Output what the records say, word for word, with no images.

-- SUPPLIED MATERIAL follows --

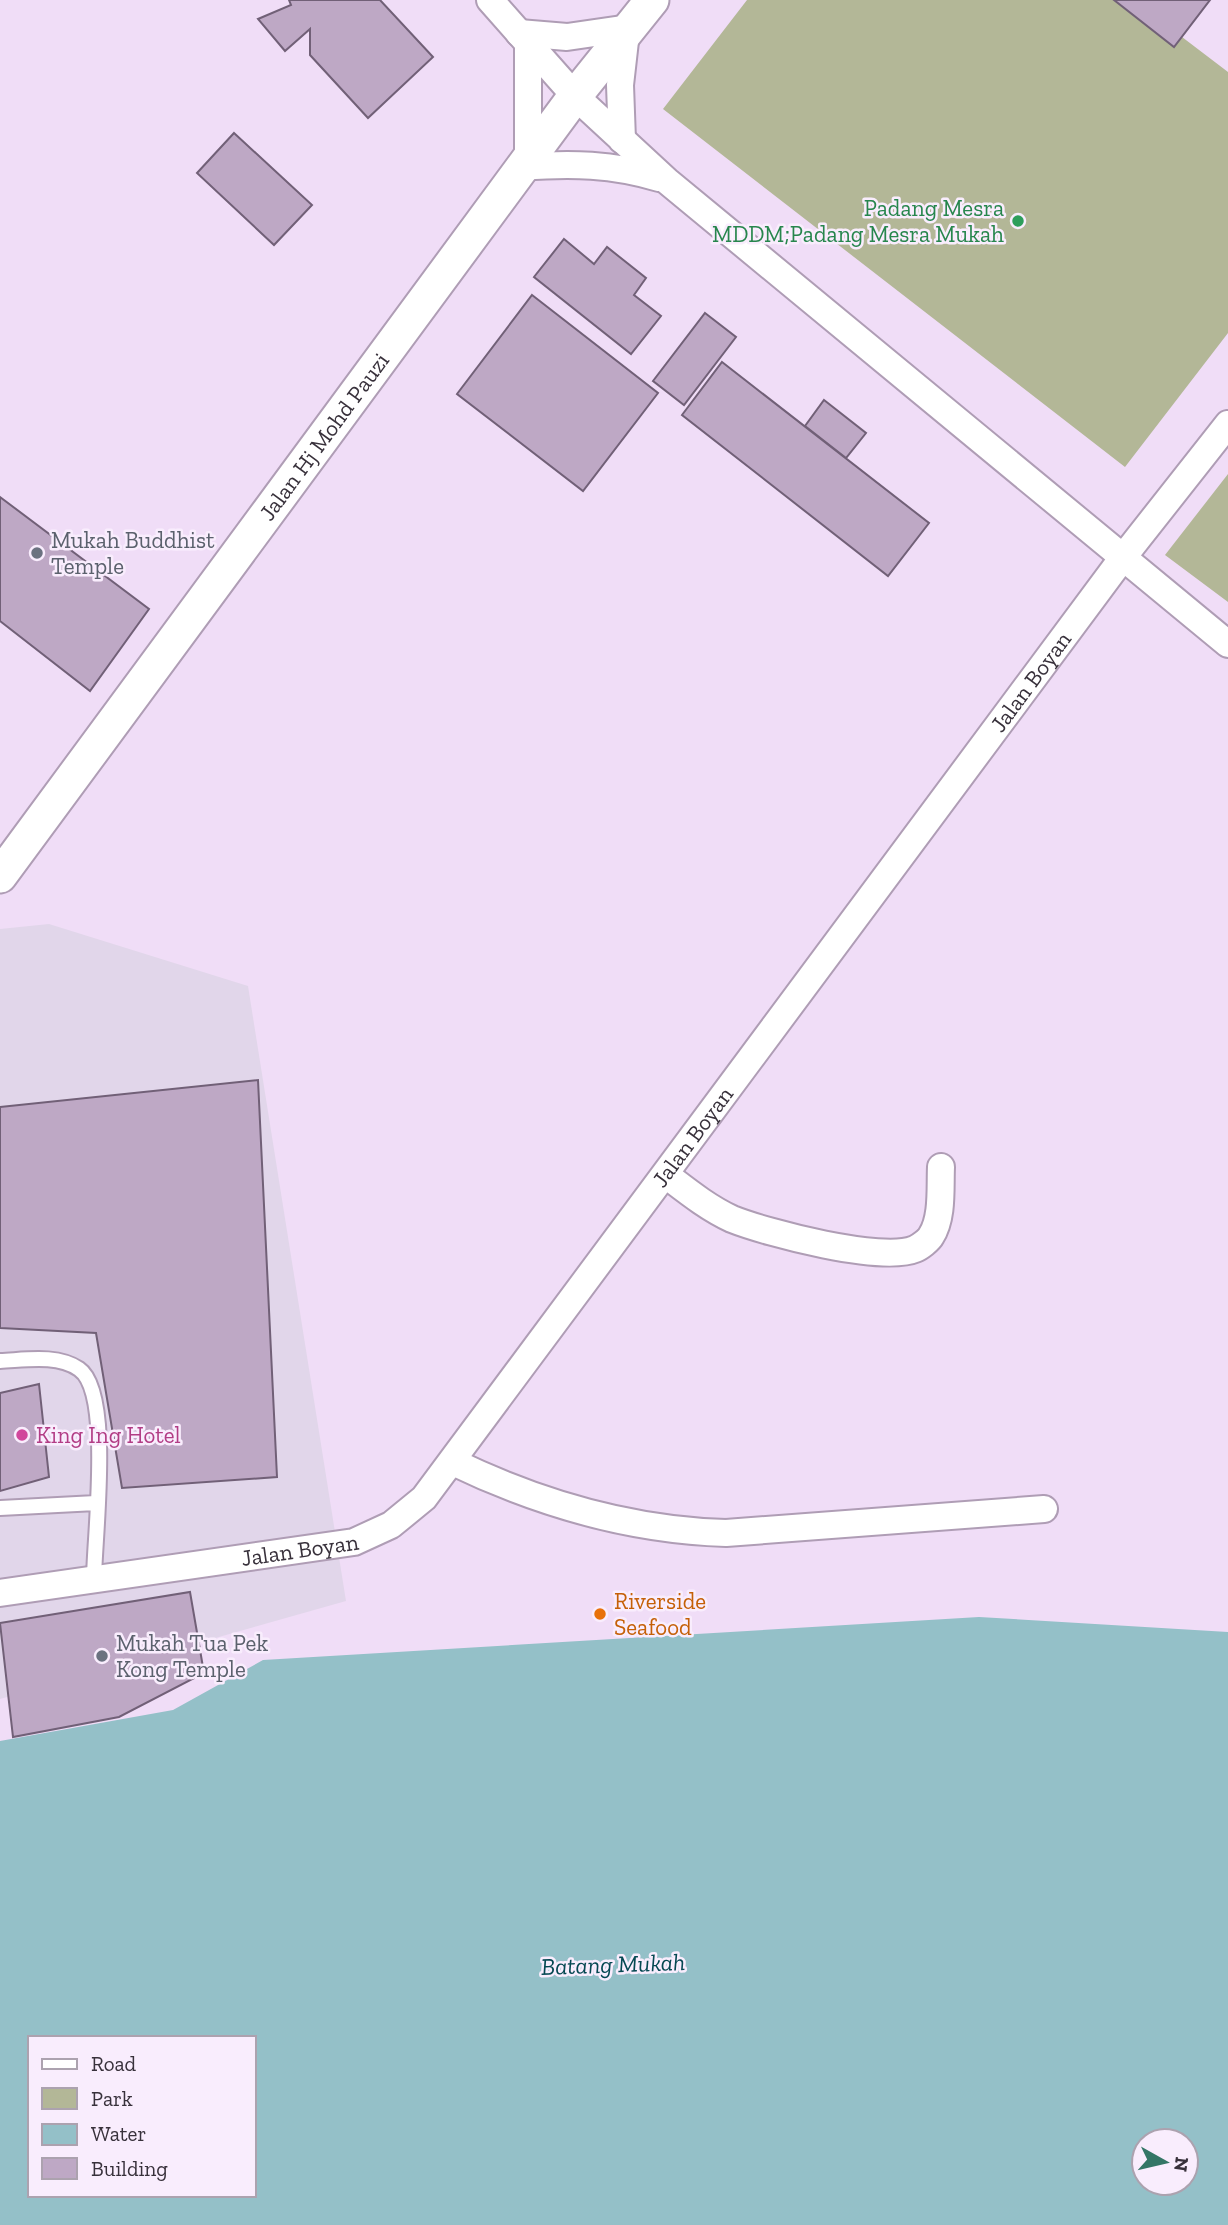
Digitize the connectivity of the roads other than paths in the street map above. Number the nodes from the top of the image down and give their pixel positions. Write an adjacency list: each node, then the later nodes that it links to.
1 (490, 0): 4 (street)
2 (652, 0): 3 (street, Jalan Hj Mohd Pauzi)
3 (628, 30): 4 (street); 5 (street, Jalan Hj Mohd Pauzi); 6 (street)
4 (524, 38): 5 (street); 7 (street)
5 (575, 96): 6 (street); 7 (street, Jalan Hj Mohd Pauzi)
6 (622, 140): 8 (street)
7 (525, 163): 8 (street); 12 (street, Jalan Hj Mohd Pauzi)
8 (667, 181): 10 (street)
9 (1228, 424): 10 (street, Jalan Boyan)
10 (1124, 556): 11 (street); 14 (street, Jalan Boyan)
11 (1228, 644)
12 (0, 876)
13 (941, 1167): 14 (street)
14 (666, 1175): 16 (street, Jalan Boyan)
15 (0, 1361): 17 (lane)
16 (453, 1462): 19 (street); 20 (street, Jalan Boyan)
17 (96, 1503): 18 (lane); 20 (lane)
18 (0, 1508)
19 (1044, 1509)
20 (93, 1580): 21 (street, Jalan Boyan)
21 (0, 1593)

-- SUPPLIED MATERIAL concluded --

→ **SOLUTION TO THE PROBLEM**:
Digitize the connectivity of the roads other than paths in the street map above. Number the nodes from the top of the image down and give their pixel positions. Write an adjacency list: each node, then the later nodes that it links to.
1 (490, 0): 4 (street)
2 (652, 0): 3 (street, Jalan Hj Mohd Pauzi)
3 (628, 30): 4 (street); 5 (street, Jalan Hj Mohd Pauzi); 6 (street)
4 (524, 38): 5 (street); 7 (street)
5 (575, 96): 6 (street); 7 (street, Jalan Hj Mohd Pauzi)
6 (622, 140): 8 (street)
7 (525, 163): 8 (street); 12 (street, Jalan Hj Mohd Pauzi)
8 (667, 181): 10 (street)
9 (1228, 424): 10 (street, Jalan Boyan)
10 (1124, 556): 11 (street); 14 (street, Jalan Boyan)
11 (1228, 644)
12 (0, 876)
13 (941, 1167): 14 (street)
14 (666, 1175): 16 (street, Jalan Boyan)
15 (0, 1361): 17 (lane)
16 (453, 1462): 19 (street); 20 (street, Jalan Boyan)
17 (96, 1503): 18 (lane); 20 (lane)
18 (0, 1508)
19 (1044, 1509)
20 (93, 1580): 21 (street, Jalan Boyan)
21 (0, 1593)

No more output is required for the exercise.